Now let’s switch back to the grocery-store points, so we can see how the same parameters behave on real-world geometry:

graph = geo_watts_strogatz_network(gdf, k=6, p=0.3)

_, ax = plt.subplots(1, 2, figsize=(10, 5))
gdf.plot(ax=ax[0], markersize=6, color="#b0b0b0", alpha=0.5)
nx.draw(
    graph,
    pos=nx.get_node_attributes(graph, "pos"),
    node_size=20,
    width=0.5,
    edge_color="#3182bd",
    node_color="#08519c",
    ax=ax[0],
)
cx.add_basemap(ax[0], source=cx.providers.CartoDB.Positron, crs=gdf.crs)
ax[0].set_title("Geospatial Watts-Strogatz Network\n(geoda.groceries)")
ax[0].set_axis_off()
plot_degree_distribution(graph, ax=ax[1])

_images/37d59f623bf9c5ce5eb20011fd1efbbaeb1db9e733b1597b8677e253c0cf0483.svg

As we can see, the average degree centrality is 6, the same as our k parameter.

Instead of setting a global k parameter for the average degree centrality of all nodes, it is possible to specify each node’s expected degree individually. In this case, the k parameter can be set to the column name containing such information.

For instance, you may want to generate a synthetic geospatial network to represent people’s social connections. From certain studies, you find out that people live in certain areas in general have higher degrees than those who live in other areas. Hence, you want to create a synthetic geospatial network that captures this information.

This is illustrated in the following example, where each node has an expected degree value based on its location.

grid_size = 3
expected_degrees = np.array([[4, 4, 4], [4, 6, 4], [4, 6, 10]])

xmin, ymin, xmax, ymax = gdf.total_bounds
x_edges = np.linspace(xmin, xmax, grid_size + 1)
y_edges = np.linspace(ymin, ymax, grid_size + 1)


def assign_expected_degree(point, x_edges, y_edges, expected_degrees):
    x_bin = np.clip(np.digitize(point.x, x_edges) - 1, 0, grid_size - 1)
    y_bin = np.clip(grid_size - np.digitize(point.y, y_edges), 0, grid_size - 1)
    return expected_degrees[y_bin, x_bin]

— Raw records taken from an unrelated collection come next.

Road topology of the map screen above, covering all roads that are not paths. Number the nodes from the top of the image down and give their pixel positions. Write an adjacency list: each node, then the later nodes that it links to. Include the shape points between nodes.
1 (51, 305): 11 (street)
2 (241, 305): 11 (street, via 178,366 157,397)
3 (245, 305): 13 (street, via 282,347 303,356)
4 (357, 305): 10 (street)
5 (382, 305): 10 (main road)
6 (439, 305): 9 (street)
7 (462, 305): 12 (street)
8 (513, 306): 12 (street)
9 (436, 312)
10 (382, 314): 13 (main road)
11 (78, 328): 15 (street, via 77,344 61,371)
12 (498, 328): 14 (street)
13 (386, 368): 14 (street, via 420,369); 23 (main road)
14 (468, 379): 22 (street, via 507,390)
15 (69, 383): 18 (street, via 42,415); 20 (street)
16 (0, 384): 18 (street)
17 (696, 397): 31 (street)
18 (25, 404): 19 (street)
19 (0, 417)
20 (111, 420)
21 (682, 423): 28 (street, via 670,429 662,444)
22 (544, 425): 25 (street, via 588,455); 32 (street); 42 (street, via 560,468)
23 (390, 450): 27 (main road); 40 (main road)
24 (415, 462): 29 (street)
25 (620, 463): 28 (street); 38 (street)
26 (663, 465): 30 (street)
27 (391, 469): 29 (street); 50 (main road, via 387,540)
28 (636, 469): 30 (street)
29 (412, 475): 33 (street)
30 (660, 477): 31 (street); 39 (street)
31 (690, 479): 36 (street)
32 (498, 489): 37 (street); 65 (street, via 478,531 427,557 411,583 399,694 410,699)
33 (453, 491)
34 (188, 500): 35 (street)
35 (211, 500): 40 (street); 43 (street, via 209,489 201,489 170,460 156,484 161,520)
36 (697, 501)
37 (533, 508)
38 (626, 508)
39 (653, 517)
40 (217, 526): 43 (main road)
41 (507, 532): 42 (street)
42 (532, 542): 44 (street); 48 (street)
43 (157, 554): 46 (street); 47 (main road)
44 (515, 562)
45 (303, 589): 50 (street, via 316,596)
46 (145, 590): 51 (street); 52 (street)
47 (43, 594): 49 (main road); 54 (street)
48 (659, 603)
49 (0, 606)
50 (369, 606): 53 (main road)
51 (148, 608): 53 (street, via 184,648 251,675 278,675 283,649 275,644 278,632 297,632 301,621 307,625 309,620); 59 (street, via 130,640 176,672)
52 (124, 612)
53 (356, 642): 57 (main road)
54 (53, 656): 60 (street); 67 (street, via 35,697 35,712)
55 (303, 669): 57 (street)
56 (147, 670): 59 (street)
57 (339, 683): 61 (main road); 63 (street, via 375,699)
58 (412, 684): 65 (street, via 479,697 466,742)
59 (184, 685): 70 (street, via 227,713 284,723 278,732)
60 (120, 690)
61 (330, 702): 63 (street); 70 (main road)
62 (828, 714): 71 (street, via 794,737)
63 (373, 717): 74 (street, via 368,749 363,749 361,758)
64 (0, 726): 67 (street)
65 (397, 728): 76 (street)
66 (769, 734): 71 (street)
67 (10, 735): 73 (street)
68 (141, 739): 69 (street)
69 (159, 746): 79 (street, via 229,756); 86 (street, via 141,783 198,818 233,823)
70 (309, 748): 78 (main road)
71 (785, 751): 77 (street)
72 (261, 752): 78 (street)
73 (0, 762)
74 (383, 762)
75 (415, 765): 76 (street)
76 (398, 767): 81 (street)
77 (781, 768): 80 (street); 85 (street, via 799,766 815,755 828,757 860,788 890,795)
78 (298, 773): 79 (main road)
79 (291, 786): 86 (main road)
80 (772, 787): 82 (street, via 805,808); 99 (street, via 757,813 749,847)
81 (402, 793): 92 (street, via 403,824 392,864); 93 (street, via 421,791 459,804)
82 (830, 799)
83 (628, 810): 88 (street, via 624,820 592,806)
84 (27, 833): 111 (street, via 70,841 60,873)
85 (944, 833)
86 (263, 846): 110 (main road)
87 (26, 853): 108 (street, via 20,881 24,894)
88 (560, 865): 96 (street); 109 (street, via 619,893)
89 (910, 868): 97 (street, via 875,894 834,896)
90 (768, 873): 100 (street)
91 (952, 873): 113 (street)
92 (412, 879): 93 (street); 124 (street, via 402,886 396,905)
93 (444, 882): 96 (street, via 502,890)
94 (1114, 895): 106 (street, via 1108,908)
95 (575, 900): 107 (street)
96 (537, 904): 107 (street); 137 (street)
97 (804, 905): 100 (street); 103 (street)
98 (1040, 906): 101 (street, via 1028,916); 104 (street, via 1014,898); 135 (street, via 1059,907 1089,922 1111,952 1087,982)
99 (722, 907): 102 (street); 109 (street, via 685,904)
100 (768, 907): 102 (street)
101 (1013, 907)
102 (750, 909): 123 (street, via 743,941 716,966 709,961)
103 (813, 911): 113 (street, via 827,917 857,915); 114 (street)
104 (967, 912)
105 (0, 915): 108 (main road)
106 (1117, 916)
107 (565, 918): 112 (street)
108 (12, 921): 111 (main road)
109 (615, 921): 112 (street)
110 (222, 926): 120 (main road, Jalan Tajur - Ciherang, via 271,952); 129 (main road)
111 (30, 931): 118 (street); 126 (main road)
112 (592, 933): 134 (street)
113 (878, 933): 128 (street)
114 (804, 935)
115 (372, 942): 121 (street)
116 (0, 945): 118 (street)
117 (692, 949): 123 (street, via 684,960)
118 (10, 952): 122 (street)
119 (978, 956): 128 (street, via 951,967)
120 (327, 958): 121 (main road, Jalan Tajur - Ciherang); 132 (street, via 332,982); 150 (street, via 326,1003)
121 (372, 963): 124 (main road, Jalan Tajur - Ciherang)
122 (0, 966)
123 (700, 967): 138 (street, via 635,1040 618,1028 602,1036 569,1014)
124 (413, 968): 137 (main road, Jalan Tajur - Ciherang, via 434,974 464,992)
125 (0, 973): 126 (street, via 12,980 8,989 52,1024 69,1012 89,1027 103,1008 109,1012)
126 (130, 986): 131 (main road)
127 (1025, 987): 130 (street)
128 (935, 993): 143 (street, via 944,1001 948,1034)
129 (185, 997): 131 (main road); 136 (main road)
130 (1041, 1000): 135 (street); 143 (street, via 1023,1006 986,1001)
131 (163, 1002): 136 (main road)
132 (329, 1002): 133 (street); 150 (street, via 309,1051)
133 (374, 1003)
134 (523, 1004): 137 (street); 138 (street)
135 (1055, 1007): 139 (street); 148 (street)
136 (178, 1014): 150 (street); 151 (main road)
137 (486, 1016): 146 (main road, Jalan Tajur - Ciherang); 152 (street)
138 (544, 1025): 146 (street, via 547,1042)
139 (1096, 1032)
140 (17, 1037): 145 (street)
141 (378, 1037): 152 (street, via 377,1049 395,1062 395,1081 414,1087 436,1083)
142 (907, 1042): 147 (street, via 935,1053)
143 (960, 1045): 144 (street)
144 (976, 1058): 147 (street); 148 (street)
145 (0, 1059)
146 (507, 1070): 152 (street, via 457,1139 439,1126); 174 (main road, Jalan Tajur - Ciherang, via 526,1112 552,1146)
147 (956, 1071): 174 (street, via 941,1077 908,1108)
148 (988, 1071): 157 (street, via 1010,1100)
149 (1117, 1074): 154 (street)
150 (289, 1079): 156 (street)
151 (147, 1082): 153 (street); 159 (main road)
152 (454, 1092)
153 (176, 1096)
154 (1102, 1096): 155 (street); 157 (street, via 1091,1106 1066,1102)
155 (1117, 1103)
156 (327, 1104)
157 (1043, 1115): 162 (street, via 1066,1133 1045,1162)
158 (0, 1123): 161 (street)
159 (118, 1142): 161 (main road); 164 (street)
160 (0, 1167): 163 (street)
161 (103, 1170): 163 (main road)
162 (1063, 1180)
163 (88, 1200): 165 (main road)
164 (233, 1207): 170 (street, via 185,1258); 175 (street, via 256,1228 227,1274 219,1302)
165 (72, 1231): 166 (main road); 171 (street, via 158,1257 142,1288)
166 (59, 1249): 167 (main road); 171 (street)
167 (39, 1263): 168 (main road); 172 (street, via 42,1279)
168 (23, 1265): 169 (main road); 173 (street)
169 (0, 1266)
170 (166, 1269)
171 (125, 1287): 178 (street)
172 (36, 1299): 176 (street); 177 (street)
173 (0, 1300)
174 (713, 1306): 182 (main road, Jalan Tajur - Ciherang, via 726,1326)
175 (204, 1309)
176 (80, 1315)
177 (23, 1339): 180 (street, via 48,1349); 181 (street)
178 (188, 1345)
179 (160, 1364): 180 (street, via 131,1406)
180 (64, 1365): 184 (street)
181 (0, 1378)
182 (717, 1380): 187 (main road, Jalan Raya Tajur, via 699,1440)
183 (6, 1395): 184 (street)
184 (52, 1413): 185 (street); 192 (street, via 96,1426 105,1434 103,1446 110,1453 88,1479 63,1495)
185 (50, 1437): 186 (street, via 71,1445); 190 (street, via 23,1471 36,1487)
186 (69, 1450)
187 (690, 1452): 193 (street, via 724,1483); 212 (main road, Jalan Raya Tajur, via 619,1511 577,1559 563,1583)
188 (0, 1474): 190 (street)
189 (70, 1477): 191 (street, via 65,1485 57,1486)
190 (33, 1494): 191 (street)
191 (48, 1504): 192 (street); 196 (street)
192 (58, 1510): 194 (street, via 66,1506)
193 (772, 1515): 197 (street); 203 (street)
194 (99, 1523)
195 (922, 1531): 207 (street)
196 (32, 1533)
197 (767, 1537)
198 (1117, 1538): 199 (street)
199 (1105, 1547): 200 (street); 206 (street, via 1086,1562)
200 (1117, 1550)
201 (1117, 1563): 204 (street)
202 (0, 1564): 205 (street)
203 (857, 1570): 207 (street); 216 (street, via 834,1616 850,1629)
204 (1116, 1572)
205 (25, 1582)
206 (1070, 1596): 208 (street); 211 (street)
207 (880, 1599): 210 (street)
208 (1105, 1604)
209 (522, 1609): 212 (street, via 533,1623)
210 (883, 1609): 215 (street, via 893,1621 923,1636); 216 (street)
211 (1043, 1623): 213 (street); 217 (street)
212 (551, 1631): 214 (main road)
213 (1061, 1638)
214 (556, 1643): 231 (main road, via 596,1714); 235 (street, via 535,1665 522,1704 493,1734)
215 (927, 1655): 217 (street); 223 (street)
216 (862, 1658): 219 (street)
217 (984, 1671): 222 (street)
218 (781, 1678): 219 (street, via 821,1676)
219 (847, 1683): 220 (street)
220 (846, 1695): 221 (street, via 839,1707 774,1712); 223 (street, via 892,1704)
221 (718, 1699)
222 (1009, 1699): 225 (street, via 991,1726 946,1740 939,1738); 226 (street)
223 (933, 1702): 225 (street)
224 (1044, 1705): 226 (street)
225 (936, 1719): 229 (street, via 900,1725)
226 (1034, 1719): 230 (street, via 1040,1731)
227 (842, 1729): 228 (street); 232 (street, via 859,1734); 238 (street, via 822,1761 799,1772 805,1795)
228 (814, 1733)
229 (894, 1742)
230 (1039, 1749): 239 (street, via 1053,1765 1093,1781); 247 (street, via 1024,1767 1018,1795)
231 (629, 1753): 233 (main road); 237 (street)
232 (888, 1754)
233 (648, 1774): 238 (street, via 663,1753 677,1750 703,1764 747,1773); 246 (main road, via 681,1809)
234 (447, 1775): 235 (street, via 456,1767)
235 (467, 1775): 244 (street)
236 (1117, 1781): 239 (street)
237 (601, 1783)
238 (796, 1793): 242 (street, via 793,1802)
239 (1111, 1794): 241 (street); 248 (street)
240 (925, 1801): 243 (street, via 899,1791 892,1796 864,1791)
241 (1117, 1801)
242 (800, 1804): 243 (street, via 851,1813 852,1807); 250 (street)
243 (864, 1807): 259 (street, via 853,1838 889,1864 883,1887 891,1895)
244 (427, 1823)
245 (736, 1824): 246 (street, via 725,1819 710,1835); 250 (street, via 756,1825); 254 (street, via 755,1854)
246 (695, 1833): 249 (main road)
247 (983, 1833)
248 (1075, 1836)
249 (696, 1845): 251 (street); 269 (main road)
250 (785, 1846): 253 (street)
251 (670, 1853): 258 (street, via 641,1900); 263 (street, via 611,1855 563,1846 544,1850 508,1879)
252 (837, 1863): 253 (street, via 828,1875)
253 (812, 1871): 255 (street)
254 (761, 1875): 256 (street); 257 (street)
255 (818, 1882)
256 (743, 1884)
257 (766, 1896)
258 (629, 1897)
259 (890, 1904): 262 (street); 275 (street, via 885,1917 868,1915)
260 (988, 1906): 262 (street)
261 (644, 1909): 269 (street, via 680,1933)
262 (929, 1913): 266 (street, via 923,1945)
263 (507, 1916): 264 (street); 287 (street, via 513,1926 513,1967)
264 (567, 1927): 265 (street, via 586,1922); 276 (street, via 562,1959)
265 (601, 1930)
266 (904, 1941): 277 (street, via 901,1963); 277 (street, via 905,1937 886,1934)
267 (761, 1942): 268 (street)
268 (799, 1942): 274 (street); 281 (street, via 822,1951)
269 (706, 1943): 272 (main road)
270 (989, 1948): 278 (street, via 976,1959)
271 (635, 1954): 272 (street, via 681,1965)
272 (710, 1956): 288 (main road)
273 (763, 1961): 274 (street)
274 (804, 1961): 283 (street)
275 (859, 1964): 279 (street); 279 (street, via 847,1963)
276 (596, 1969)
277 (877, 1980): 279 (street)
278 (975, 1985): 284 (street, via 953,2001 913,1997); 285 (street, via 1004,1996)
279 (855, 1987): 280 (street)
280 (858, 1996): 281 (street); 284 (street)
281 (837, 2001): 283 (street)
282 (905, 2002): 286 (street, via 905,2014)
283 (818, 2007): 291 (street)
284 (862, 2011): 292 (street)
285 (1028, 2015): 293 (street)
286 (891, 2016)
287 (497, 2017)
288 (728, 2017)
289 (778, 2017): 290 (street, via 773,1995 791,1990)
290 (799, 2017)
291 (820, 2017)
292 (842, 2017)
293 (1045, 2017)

gdf["expected_degree"] = gdf.geometry.apply(
    assign_expected_degree, args=(x_edges, y_edges, expected_degrees)
)

gdf.head()

	OBJECTID	Ycoord	Xcoord	Status	Address	Chain	Category	geometry	expected_degree
0	16	41.973266	-87.657073	OPEN	1051 W ARGYLE ST, CHICAGO, IL. 60640	VIET HOA PLAZA	NaN	POINT (356089.003 589348.545)	4
1	18	41.696367	-87.681315	OPEN	10800 S WESTERN AVE, CHICAGO, IL. 60643-3226	COUNTY FAIR FOODS	NaN	POINT (354270.546 558669.106)	6
2	22	41.868634	-87.638638	OPEN	1101 S CANAL ST, CHICAGO, IL. 60607-4932	WHOLE FOODS MARKET	NaN	POINT (357627.75 577726.825)	4
3	23	41.877590	-87.654953	OPEN	1101 W JACKSON BLVD, CHICAGO, IL. 60607-2905	TARGET/SUPER	new	POINT (356310.838 578755.826)	4
4	27	41.737696	-87.625795	OPEN	112 W 87TH ST, CHICAGO, IL. 60620-1318	FOOD 4 LESS	NaN	POINT (358747.876 563046.713)	10

_, ax = plt.subplots(1, 1, figsize=(6, 6))
divider = make_axes_locatable(ax)
cax = divider.append_axes("bottom", size="5%", pad=0.3)
gdf.plot(
    column="expected_degree",
    cmap="viridis_r",
    legend=True,
    cax=cax,
    legend_kwds={"label": "expected_degree", "orientation": "horizontal"},
    ax=ax,
    markersize=15,
    alpha=0.9,
)
cx.add_basemap(ax, source=cx.providers.CartoDB.Positron, crs=gdf.crs)
ax.set_title("Grocery locations colored by expected degree")
ax.set_axis_off()

_images/065716695a25ea9bf6dfbb29f78b222a5496e1247b60de3046dced58b33fa27a.svg

We can then set k to be the expected_degree column:

graph = geo_watts_strogatz_network(gdf, k="expected_degree", p=0.3)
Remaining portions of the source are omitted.